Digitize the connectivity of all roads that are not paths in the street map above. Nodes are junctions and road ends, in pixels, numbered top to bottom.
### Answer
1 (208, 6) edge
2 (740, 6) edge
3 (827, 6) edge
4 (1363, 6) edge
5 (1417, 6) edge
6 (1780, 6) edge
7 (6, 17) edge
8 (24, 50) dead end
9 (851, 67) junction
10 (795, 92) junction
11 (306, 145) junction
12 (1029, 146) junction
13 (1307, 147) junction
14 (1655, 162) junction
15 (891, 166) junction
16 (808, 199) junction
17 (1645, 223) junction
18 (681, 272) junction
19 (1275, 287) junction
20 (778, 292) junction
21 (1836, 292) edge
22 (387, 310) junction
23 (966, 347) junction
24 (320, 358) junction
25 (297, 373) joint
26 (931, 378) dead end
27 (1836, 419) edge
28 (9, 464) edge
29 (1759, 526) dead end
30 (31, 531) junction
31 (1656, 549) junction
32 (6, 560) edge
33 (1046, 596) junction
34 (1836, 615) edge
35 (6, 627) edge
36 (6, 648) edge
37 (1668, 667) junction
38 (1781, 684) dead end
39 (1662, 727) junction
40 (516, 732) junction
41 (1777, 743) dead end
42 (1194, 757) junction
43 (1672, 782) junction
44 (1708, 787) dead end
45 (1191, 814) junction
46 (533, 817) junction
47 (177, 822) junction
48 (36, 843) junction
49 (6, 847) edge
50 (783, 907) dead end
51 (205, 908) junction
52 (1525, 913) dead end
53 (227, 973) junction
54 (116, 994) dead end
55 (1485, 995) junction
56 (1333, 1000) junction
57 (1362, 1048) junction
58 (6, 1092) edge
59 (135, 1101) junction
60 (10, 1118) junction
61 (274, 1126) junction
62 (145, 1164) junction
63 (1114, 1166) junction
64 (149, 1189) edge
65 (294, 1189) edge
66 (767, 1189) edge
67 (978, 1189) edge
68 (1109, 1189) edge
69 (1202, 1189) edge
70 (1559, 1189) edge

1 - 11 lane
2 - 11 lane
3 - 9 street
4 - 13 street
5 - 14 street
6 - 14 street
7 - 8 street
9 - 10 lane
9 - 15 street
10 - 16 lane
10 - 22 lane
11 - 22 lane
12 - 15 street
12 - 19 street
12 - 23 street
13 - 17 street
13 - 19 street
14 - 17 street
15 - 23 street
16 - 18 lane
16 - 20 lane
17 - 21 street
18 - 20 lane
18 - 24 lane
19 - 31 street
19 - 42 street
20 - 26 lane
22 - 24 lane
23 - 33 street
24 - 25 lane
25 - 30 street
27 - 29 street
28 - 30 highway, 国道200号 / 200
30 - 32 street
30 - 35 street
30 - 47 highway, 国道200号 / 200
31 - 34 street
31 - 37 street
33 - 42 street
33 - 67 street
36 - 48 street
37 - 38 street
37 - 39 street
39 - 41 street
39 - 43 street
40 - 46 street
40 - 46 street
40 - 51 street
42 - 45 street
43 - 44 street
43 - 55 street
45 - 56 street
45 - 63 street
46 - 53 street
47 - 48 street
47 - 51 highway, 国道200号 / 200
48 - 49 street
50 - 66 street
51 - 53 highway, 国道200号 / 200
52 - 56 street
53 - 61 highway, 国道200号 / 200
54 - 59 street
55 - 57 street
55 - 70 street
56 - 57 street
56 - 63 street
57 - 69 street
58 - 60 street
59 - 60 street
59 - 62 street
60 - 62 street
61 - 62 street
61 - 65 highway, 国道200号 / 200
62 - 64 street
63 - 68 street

What to do:
The records above must each be restated exactly as they stand.

Task response:
Digitize the connectivity of all roads that are not paths in the street map above. Nodes are junctions and road ends, in pixels, numbered top to bottom.
### Answer
1 (208, 6) edge
2 (740, 6) edge
3 (827, 6) edge
4 (1363, 6) edge
5 (1417, 6) edge
6 (1780, 6) edge
7 (6, 17) edge
8 (24, 50) dead end
9 (851, 67) junction
10 (795, 92) junction
11 (306, 145) junction
12 (1029, 146) junction
13 (1307, 147) junction
14 (1655, 162) junction
15 (891, 166) junction
16 (808, 199) junction
17 (1645, 223) junction
18 (681, 272) junction
19 (1275, 287) junction
20 (778, 292) junction
21 (1836, 292) edge
22 (387, 310) junction
23 (966, 347) junction
24 (320, 358) junction
25 (297, 373) joint
26 (931, 378) dead end
27 (1836, 419) edge
28 (9, 464) edge
29 (1759, 526) dead end
30 (31, 531) junction
31 (1656, 549) junction
32 (6, 560) edge
33 (1046, 596) junction
34 (1836, 615) edge
35 (6, 627) edge
36 (6, 648) edge
37 (1668, 667) junction
38 (1781, 684) dead end
39 (1662, 727) junction
40 (516, 732) junction
41 (1777, 743) dead end
42 (1194, 757) junction
43 (1672, 782) junction
44 (1708, 787) dead end
45 (1191, 814) junction
46 (533, 817) junction
47 (177, 822) junction
48 (36, 843) junction
49 (6, 847) edge
50 (783, 907) dead end
51 (205, 908) junction
52 (1525, 913) dead end
53 (227, 973) junction
54 (116, 994) dead end
55 (1485, 995) junction
56 (1333, 1000) junction
57 (1362, 1048) junction
58 (6, 1092) edge
59 (135, 1101) junction
60 (10, 1118) junction
61 (274, 1126) junction
62 (145, 1164) junction
63 (1114, 1166) junction
64 (149, 1189) edge
65 (294, 1189) edge
66 (767, 1189) edge
67 (978, 1189) edge
68 (1109, 1189) edge
69 (1202, 1189) edge
70 (1559, 1189) edge

1 - 11 lane
2 - 11 lane
3 - 9 street
4 - 13 street
5 - 14 street
6 - 14 street
7 - 8 street
9 - 10 lane
9 - 15 street
10 - 16 lane
10 - 22 lane
11 - 22 lane
12 - 15 street
12 - 19 street
12 - 23 street
13 - 17 street
13 - 19 street
14 - 17 street
15 - 23 street
16 - 18 lane
16 - 20 lane
17 - 21 street
18 - 20 lane
18 - 24 lane
19 - 31 street
19 - 42 street
20 - 26 lane
22 - 24 lane
23 - 33 street
24 - 25 lane
25 - 30 street
27 - 29 street
28 - 30 highway, 国道200号 / 200
30 - 32 street
30 - 35 street
30 - 47 highway, 国道200号 / 200
31 - 34 street
31 - 37 street
33 - 42 street
33 - 67 street
36 - 48 street
37 - 38 street
37 - 39 street
39 - 41 street
39 - 43 street
40 - 46 street
40 - 46 street
40 - 51 street
42 - 45 street
43 - 44 street
43 - 55 street
45 - 56 street
45 - 63 street
46 - 53 street
47 - 48 street
47 - 51 highway, 国道200号 / 200
48 - 49 street
50 - 66 street
51 - 53 highway, 国道200号 / 200
52 - 56 street
53 - 61 highway, 国道200号 / 200
54 - 59 street
55 - 57 street
55 - 70 street
56 - 57 street
56 - 63 street
57 - 69 street
58 - 60 street
59 - 60 street
59 - 62 street
60 - 62 street
61 - 62 street
61 - 65 highway, 国道200号 / 200
62 - 64 street
63 - 68 street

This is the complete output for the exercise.